9b1c106dc5
Closes the deblock matrix: adds the four bS=4 intra-strength loop
filters used at I-MB edges (and other boundaries where H.264
§8.7.2.1 forces boundary strength to 4). After this PR fourier
covers all 8 standard 8-bit 4:2:0 deblock combinations:
bS<4 bS=4
----- -----
luma_v ✓ (cycle 8 QPU) ✓ (CPU)
luma_h ✓ (CPU, PR #9) ✓ (CPU)
chrm_v ✓ (CPU, PR #10) ✓ (CPU)
chrm_h ✓ (CPU, PR #10) ✓ (CPU)
Scope:
- 4 new kernel enums (LV_INTRA=13, LH_INTRA=14, CV_INTRA=15,
CH_INTRA=16), all → CPU substrate in the recipe table.
- 4 new public dispatch fns + 4 recipe wrappers (defined via two
DEFINE_INTRA_DISPATCH / DEFINE_INTRA_RECIPE macros to keep the
boilerplate tight).
- 4 new extern decls for the vendored
ff_h264_{v,h}_loop_filter_{luma,chroma}_intra_neon symbols.
- C reference: tests/h264_intra_loop_filter_ref.c covers all four
orientations. Algorithm per H.264 §8.7.2.3:
Luma: per-side strong/weak filter selector
strong_p = (|p2-p0| < β) AND (|p0-q0| < (α>>2)+2)
strong_q = (|q2-q0| < β) AND (|p0-q0| < (α>>2)+2)
Strong updates p0/p1/p2 (and mirror); weak updates p0 only.
Chroma: always weak, only p0/q0 updated.
- daedalus_h264_deblock_meta is REUSED for intra dispatches; the
tc0[] field is ignored (bS=4 hardcodes the strength). Callers
can build a single edge list and route by kernel without an
extra struct.
- Test refactor: an intra_test_spec table + run_intra_test helper
drives all four orientations through one harness, keeping the
new test surface compact (~50 LOC for 4 kernels vs ~200 if each
had its own test_deblock_*_intra fn).
Verified on hertz (Pi 5 / V3D 7.1):
$ ./build/test_api_h264
=== Phase 8a API smoke: H.264 kernels via recipe dispatch ===
...
H.264 deblock luma v intra: 1024/1024 bytes bit-exact (100.0000%)
H.264 deblock luma h intra: 1024/1024 bytes bit-exact (100.0000%)
H.264 deblock chroma v intra: 256/256 bytes bit-exact (100.0000%)
H.264 deblock chroma h intra: 256/256 bytes bit-exact (100.0000%)
...
All 11 H.264 kernels bit-exact PASS — the deblock matrix is closed.
The bit-exact match on first try is meaningful for these kernels:
the strong/weak filter selector + per-side asymmetry would have
surfaced any sign / shift / rounding mistake immediately.
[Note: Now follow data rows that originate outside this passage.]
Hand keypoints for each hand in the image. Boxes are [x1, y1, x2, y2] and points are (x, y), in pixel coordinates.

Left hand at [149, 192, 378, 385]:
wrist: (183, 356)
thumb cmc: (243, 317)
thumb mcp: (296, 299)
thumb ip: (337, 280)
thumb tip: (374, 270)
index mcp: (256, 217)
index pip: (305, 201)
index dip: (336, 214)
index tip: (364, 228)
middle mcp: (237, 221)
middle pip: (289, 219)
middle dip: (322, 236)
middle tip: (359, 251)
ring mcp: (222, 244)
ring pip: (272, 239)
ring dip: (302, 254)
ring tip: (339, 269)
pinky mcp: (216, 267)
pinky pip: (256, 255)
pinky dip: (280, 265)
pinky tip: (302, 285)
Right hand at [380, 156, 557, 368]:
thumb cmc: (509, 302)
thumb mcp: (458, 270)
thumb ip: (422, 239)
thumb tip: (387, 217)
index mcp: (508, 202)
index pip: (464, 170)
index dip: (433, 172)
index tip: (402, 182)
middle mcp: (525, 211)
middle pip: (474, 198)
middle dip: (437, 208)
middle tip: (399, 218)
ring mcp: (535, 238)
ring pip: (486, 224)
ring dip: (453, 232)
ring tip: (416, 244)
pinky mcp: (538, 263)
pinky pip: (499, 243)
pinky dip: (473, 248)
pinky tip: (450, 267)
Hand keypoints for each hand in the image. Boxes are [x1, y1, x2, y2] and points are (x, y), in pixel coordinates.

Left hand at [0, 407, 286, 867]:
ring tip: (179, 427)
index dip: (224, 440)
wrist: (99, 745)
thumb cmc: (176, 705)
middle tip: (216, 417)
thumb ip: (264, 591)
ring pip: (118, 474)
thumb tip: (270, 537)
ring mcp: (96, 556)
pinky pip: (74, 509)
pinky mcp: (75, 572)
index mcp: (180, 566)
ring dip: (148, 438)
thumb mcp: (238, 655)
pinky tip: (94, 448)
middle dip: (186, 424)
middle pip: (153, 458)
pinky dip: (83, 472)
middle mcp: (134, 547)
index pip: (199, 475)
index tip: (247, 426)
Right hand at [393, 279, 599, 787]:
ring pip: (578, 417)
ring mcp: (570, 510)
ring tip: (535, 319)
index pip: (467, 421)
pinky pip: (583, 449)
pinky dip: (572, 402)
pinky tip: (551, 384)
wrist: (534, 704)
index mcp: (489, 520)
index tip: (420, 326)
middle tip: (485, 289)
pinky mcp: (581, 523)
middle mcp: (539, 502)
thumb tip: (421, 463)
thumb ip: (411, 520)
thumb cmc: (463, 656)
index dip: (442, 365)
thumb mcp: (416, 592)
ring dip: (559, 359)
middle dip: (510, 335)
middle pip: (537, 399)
The
C reference is now a usable spec checkpoint for the eventual QPU
shader work.
QPU shader follow-up: not in this PR. The intra path's 3-cell
per-side update + strong/weak branch is structurally more complex
than the bS<4 path that already has a V shader (v3d_h264deblock.spv).
Per the prior R-band logic for deblock, intra edges are < 20% of
total deblock work at typical bit-rates, so NEON-only at ~ 10 ns/edge
fits comfortably in the budget.